• [TRY IT]
Where a line in the material beneath contains "names", count it. Give the number only.
* * *
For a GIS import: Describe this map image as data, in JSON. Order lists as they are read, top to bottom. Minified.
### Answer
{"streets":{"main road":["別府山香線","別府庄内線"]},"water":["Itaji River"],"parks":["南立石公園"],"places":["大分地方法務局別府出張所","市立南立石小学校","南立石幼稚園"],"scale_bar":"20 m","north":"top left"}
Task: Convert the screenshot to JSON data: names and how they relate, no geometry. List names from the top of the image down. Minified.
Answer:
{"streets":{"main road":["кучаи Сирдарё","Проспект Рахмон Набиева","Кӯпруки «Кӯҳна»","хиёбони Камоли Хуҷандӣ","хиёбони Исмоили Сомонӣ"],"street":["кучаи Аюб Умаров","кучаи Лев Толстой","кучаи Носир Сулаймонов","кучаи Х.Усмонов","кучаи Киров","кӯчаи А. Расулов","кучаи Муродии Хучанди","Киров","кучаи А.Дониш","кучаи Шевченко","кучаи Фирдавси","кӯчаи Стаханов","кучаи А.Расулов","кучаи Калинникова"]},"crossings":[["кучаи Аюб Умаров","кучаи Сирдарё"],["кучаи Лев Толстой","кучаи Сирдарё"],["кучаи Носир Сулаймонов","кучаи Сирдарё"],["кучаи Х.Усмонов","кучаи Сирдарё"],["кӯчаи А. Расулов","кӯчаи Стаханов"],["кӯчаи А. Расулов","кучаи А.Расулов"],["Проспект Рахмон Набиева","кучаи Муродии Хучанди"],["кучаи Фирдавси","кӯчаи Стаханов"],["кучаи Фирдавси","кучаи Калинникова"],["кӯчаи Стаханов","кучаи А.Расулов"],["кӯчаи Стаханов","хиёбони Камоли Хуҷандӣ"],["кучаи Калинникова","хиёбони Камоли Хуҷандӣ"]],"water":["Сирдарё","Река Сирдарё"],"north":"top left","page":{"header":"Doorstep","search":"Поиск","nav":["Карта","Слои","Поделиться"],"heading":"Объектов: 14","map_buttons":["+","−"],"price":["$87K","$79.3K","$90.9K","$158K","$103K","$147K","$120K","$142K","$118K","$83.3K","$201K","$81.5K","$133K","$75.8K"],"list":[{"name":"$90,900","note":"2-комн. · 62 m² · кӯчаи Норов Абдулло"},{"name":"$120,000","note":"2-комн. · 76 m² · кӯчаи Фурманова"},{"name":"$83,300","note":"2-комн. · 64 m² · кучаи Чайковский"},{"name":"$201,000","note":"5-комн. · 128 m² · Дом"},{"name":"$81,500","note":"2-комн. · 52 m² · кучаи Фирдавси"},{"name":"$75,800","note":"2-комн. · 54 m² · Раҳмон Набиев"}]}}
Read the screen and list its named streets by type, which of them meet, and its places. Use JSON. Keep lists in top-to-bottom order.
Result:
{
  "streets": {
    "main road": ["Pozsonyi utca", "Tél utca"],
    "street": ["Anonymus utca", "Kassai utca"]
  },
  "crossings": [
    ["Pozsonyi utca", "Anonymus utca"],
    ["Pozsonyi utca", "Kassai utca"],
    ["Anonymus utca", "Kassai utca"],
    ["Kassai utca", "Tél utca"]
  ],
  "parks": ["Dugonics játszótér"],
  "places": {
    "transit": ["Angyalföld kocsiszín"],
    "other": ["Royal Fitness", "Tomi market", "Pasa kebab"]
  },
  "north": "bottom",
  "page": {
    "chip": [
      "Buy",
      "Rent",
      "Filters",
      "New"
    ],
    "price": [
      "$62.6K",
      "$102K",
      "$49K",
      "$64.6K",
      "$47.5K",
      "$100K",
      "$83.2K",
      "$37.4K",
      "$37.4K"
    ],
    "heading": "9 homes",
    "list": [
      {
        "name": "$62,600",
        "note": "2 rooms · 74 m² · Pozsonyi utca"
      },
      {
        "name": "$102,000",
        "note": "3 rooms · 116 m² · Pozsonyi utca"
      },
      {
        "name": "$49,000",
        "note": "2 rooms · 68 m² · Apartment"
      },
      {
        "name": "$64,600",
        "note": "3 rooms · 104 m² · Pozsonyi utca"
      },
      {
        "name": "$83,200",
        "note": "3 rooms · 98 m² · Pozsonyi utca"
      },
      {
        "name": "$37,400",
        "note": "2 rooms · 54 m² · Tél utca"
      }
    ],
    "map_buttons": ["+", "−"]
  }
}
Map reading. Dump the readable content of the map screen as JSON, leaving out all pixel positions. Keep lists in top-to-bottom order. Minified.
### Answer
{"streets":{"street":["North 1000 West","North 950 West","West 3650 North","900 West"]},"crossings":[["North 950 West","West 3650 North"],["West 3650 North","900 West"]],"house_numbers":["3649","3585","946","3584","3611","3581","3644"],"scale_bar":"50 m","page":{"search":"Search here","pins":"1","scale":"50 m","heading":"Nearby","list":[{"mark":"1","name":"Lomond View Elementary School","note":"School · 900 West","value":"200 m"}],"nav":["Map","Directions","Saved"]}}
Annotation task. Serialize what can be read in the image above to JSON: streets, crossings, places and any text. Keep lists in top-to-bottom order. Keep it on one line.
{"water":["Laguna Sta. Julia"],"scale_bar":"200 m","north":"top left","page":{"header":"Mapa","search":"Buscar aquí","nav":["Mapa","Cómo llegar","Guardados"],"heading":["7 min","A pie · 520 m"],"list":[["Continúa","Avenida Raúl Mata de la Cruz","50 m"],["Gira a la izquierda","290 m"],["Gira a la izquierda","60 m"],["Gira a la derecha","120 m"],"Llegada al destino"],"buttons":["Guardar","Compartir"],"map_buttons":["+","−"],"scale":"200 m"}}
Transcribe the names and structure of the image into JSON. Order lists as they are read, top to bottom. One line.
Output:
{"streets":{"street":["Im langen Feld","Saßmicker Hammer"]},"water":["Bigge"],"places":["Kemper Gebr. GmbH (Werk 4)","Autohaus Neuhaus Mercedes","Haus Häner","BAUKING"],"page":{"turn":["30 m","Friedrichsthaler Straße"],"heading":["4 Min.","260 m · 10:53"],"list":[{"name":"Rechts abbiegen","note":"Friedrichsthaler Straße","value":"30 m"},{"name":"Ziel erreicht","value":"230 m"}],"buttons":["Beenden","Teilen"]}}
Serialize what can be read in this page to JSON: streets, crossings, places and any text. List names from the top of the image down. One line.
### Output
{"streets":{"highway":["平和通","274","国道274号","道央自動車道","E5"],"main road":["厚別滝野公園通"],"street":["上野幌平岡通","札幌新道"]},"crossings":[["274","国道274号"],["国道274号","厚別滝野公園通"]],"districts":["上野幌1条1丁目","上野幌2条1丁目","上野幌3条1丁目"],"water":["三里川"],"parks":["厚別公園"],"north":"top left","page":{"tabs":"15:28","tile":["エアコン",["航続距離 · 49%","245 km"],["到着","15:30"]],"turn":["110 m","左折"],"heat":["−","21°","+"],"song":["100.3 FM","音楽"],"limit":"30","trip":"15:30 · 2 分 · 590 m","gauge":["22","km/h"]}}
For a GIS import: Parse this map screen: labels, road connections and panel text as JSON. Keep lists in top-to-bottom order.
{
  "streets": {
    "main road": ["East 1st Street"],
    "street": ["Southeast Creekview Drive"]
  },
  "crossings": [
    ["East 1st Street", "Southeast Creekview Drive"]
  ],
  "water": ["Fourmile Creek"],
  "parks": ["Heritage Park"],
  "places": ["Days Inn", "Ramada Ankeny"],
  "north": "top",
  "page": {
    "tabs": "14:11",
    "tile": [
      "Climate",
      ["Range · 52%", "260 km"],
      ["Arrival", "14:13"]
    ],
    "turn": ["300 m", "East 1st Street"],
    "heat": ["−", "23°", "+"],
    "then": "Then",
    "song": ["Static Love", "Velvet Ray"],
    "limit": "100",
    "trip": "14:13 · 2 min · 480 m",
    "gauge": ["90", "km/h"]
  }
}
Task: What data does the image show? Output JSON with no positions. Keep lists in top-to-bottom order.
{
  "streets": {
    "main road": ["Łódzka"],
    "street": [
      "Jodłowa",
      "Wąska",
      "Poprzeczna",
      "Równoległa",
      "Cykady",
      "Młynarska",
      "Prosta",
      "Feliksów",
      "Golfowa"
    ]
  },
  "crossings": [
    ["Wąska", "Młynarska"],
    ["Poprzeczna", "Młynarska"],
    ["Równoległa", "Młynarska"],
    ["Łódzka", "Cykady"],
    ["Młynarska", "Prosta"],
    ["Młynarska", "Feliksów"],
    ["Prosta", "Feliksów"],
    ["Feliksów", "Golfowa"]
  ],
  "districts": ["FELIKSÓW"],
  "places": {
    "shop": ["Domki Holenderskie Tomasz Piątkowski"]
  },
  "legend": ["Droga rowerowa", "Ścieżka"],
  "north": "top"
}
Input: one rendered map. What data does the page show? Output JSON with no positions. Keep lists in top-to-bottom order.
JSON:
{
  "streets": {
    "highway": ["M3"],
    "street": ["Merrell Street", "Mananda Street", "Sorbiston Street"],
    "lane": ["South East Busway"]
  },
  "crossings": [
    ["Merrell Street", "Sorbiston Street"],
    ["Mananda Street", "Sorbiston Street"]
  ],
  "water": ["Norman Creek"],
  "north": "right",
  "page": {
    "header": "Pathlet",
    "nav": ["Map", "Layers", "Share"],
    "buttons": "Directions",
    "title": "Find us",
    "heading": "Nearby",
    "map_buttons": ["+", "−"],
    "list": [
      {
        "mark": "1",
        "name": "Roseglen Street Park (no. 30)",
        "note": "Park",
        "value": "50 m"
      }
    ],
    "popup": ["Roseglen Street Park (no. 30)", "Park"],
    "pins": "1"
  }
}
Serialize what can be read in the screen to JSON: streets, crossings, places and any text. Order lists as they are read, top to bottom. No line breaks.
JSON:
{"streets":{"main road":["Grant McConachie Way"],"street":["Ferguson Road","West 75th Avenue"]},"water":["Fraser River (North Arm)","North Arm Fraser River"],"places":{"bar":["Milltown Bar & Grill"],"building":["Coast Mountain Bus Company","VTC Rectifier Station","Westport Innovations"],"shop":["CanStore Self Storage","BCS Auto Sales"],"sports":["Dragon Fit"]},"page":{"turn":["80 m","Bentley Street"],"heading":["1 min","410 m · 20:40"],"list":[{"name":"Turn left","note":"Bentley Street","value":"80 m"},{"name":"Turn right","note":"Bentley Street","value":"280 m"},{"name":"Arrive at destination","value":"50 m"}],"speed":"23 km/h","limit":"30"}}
* * *
• [ANSWER TO THE PROBLEM]
3